-- Opening Marker --

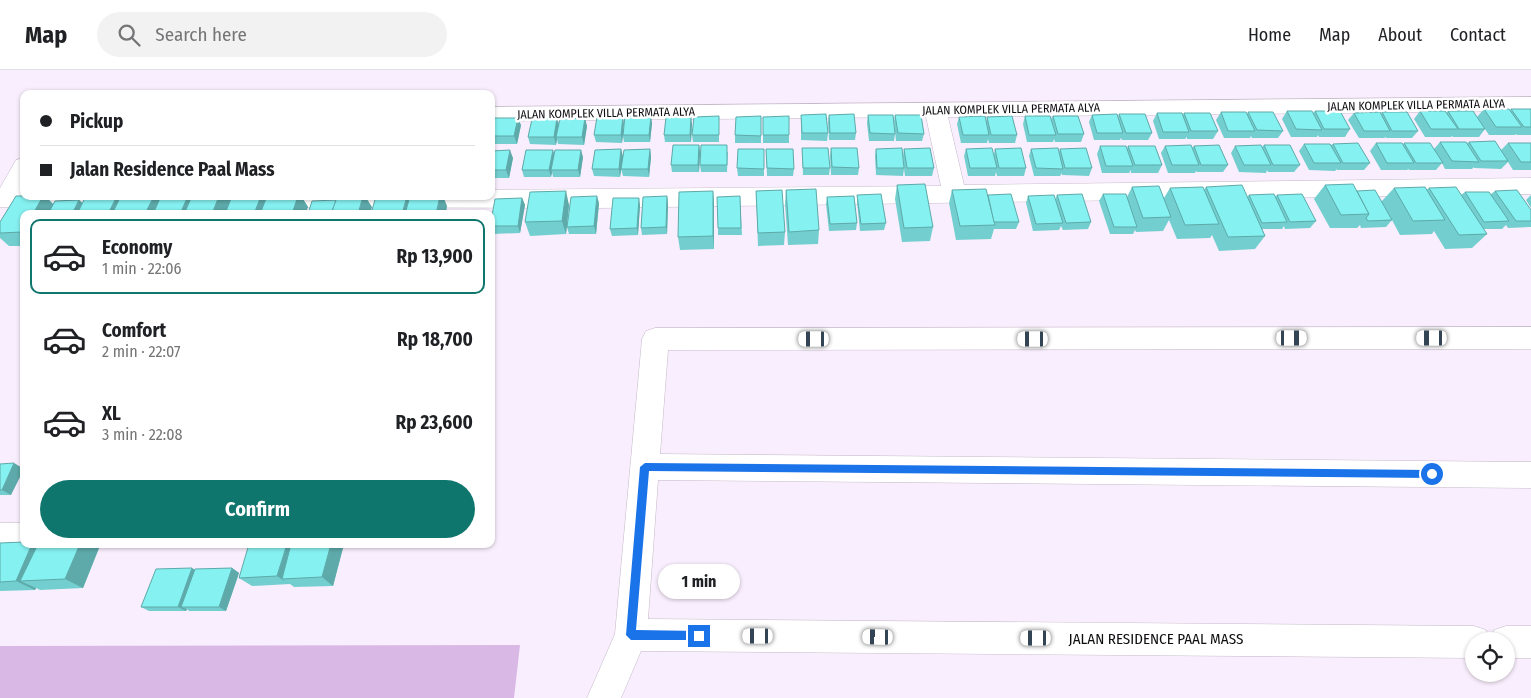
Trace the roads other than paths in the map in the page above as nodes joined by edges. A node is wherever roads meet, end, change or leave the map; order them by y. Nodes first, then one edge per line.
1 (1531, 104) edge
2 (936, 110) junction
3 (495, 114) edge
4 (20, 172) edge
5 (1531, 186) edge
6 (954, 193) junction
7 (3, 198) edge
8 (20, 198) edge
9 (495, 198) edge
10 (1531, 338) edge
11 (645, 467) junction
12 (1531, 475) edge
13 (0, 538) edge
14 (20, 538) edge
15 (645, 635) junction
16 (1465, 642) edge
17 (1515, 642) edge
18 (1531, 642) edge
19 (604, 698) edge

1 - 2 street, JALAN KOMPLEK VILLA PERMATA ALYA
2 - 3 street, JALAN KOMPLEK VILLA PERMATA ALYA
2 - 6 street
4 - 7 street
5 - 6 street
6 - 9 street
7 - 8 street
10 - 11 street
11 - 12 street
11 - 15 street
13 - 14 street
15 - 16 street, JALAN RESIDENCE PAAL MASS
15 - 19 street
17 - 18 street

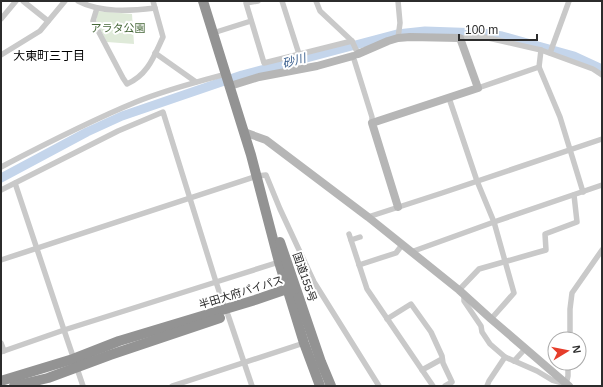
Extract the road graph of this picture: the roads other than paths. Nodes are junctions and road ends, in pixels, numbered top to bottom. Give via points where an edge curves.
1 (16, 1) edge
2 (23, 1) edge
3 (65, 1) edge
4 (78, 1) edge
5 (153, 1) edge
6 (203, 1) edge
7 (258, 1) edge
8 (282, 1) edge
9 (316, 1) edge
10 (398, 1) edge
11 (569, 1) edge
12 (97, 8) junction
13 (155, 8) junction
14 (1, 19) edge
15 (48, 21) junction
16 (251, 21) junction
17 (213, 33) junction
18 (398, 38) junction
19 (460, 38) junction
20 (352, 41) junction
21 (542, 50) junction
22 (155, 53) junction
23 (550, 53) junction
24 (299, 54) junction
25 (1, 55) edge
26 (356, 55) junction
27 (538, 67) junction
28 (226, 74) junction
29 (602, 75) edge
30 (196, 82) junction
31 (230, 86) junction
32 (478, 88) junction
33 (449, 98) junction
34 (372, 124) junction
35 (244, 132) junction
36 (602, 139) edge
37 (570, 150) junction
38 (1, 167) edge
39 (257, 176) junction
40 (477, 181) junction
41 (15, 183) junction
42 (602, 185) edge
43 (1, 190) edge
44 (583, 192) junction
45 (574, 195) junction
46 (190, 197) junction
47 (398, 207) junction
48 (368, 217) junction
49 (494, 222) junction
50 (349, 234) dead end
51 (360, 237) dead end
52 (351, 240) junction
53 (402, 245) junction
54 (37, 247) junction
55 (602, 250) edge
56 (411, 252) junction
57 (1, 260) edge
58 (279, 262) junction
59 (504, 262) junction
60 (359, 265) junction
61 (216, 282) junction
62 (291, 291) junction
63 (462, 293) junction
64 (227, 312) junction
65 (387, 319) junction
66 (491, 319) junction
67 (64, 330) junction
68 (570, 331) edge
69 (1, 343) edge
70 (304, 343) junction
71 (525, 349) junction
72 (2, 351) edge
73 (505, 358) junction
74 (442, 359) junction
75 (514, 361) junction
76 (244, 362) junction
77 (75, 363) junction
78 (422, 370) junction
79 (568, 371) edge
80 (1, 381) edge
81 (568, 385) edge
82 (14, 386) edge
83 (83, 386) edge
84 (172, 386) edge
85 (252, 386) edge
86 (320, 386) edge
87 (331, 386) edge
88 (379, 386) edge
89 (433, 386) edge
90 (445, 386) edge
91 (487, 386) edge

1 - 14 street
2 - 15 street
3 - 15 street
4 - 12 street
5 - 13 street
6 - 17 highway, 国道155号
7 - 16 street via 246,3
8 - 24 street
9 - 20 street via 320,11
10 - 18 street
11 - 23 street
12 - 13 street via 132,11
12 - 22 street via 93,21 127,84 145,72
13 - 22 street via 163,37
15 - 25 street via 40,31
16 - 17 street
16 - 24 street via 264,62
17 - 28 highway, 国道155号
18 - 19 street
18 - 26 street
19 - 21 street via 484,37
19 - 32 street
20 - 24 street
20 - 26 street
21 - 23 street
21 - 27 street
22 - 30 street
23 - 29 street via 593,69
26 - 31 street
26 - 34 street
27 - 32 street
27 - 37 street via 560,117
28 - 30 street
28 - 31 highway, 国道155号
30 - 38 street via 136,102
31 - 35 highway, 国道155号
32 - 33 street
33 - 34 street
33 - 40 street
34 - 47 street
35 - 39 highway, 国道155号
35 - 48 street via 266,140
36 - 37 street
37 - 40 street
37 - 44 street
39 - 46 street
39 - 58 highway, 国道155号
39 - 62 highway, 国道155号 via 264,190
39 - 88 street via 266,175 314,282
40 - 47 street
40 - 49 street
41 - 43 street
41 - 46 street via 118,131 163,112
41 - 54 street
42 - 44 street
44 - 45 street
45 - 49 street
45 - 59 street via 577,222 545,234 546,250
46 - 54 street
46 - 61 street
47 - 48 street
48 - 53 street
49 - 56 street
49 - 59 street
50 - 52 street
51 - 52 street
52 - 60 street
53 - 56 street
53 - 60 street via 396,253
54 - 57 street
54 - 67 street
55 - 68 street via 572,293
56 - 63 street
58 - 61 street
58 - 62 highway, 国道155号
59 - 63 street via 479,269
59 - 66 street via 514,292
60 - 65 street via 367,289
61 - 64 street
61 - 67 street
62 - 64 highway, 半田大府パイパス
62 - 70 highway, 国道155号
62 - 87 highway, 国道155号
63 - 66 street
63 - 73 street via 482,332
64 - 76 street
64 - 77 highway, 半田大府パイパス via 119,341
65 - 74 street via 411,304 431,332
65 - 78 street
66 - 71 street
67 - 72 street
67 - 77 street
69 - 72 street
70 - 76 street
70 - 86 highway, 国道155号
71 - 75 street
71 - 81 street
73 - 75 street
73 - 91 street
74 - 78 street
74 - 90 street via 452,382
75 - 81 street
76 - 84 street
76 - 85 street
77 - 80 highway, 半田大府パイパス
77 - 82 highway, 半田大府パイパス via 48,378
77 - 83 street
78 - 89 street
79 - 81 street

-- Closing Marker --

== Work order ==
Write the material out again exactly. Skip each picture.

== Task solution ==
Trace the roads other than paths in the map in the page above as nodes joined by edges. A node is wherever roads meet, end, change or leave the map; order them by y. Nodes first, then one edge per line.
1 (1531, 104) edge
2 (936, 110) junction
3 (495, 114) edge
4 (20, 172) edge
5 (1531, 186) edge
6 (954, 193) junction
7 (3, 198) edge
8 (20, 198) edge
9 (495, 198) edge
10 (1531, 338) edge
11 (645, 467) junction
12 (1531, 475) edge
13 (0, 538) edge
14 (20, 538) edge
15 (645, 635) junction
16 (1465, 642) edge
17 (1515, 642) edge
18 (1531, 642) edge
19 (604, 698) edge

1 - 2 street, JALAN KOMPLEK VILLA PERMATA ALYA
2 - 3 street, JALAN KOMPLEK VILLA PERMATA ALYA
2 - 6 street
4 - 7 street
5 - 6 street
6 - 9 street
7 - 8 street
10 - 11 street
11 - 12 street
11 - 15 street
13 - 14 street
15 - 16 street, JALAN RESIDENCE PAAL MASS
15 - 19 street
17 - 18 street

Extract the road graph of this picture: the roads other than paths. Nodes are junctions and road ends, in pixels, numbered top to bottom. Give via points where an edge curves.
1 (16, 1) edge
2 (23, 1) edge
3 (65, 1) edge
4 (78, 1) edge
5 (153, 1) edge
6 (203, 1) edge
7 (258, 1) edge
8 (282, 1) edge
9 (316, 1) edge
10 (398, 1) edge
11 (569, 1) edge
12 (97, 8) junction
13 (155, 8) junction
14 (1, 19) edge
15 (48, 21) junction
16 (251, 21) junction
17 (213, 33) junction
18 (398, 38) junction
19 (460, 38) junction
20 (352, 41) junction
21 (542, 50) junction
22 (155, 53) junction
23 (550, 53) junction
24 (299, 54) junction
25 (1, 55) edge
26 (356, 55) junction
27 (538, 67) junction
28 (226, 74) junction
29 (602, 75) edge
30 (196, 82) junction
31 (230, 86) junction
32 (478, 88) junction
33 (449, 98) junction
34 (372, 124) junction
35 (244, 132) junction
36 (602, 139) edge
37 (570, 150) junction
38 (1, 167) edge
39 (257, 176) junction
40 (477, 181) junction
41 (15, 183) junction
42 (602, 185) edge
43 (1, 190) edge
44 (583, 192) junction
45 (574, 195) junction
46 (190, 197) junction
47 (398, 207) junction
48 (368, 217) junction
49 (494, 222) junction
50 (349, 234) dead end
51 (360, 237) dead end
52 (351, 240) junction
53 (402, 245) junction
54 (37, 247) junction
55 (602, 250) edge
56 (411, 252) junction
57 (1, 260) edge
58 (279, 262) junction
59 (504, 262) junction
60 (359, 265) junction
61 (216, 282) junction
62 (291, 291) junction
63 (462, 293) junction
64 (227, 312) junction
65 (387, 319) junction
66 (491, 319) junction
67 (64, 330) junction
68 (570, 331) edge
69 (1, 343) edge
70 (304, 343) junction
71 (525, 349) junction
72 (2, 351) edge
73 (505, 358) junction
74 (442, 359) junction
75 (514, 361) junction
76 (244, 362) junction
77 (75, 363) junction
78 (422, 370) junction
79 (568, 371) edge
80 (1, 381) edge
81 (568, 385) edge
82 (14, 386) edge
83 (83, 386) edge
84 (172, 386) edge
85 (252, 386) edge
86 (320, 386) edge
87 (331, 386) edge
88 (379, 386) edge
89 (433, 386) edge
90 (445, 386) edge
91 (487, 386) edge

1 - 14 street
2 - 15 street
3 - 15 street
4 - 12 street
5 - 13 street
6 - 17 highway, 国道155号
7 - 16 street via 246,3
8 - 24 street
9 - 20 street via 320,11
10 - 18 street
11 - 23 street
12 - 13 street via 132,11
12 - 22 street via 93,21 127,84 145,72
13 - 22 street via 163,37
15 - 25 street via 40,31
16 - 17 street
16 - 24 street via 264,62
17 - 28 highway, 国道155号
18 - 19 street
18 - 26 street
19 - 21 street via 484,37
19 - 32 street
20 - 24 street
20 - 26 street
21 - 23 street
21 - 27 street
22 - 30 street
23 - 29 street via 593,69
26 - 31 street
26 - 34 street
27 - 32 street
27 - 37 street via 560,117
28 - 30 street
28 - 31 highway, 国道155号
30 - 38 street via 136,102
31 - 35 highway, 国道155号
32 - 33 street
33 - 34 street
33 - 40 street
34 - 47 street
35 - 39 highway, 国道155号
35 - 48 street via 266,140
36 - 37 street
37 - 40 street
37 - 44 street
39 - 46 street
39 - 58 highway, 国道155号
39 - 62 highway, 国道155号 via 264,190
39 - 88 street via 266,175 314,282
40 - 47 street
40 - 49 street
41 - 43 street
41 - 46 street via 118,131 163,112
41 - 54 street
42 - 44 street
44 - 45 street
45 - 49 street
45 - 59 street via 577,222 545,234 546,250
46 - 54 street
46 - 61 street
47 - 48 street
48 - 53 street
49 - 56 street
49 - 59 street
50 - 52 street
51 - 52 street
52 - 60 street
53 - 56 street
53 - 60 street via 396,253
54 - 57 street
54 - 67 street
55 - 68 street via 572,293
56 - 63 street
58 - 61 street
58 - 62 highway, 国道155号
59 - 63 street via 479,269
59 - 66 street via 514,292
60 - 65 street via 367,289
61 - 64 street
61 - 67 street
62 - 64 highway, 半田大府パイパス
62 - 70 highway, 国道155号
62 - 87 highway, 国道155号
63 - 66 street
63 - 73 street via 482,332
64 - 76 street
64 - 77 highway, 半田大府パイパス via 119,341
65 - 74 street via 411,304 431,332
65 - 78 street
66 - 71 street
67 - 72 street
67 - 77 street
69 - 72 street
70 - 76 street
70 - 86 highway, 国道155号
71 - 75 street
71 - 81 street
73 - 75 street
73 - 91 street
74 - 78 street
74 - 90 street via 452,382
75 - 81 street
76 - 84 street
76 - 85 street
77 - 80 highway, 半田大府パイパス
77 - 82 highway, 半田大府パイパス via 48,378
77 - 83 street
78 - 89 street
79 - 81 street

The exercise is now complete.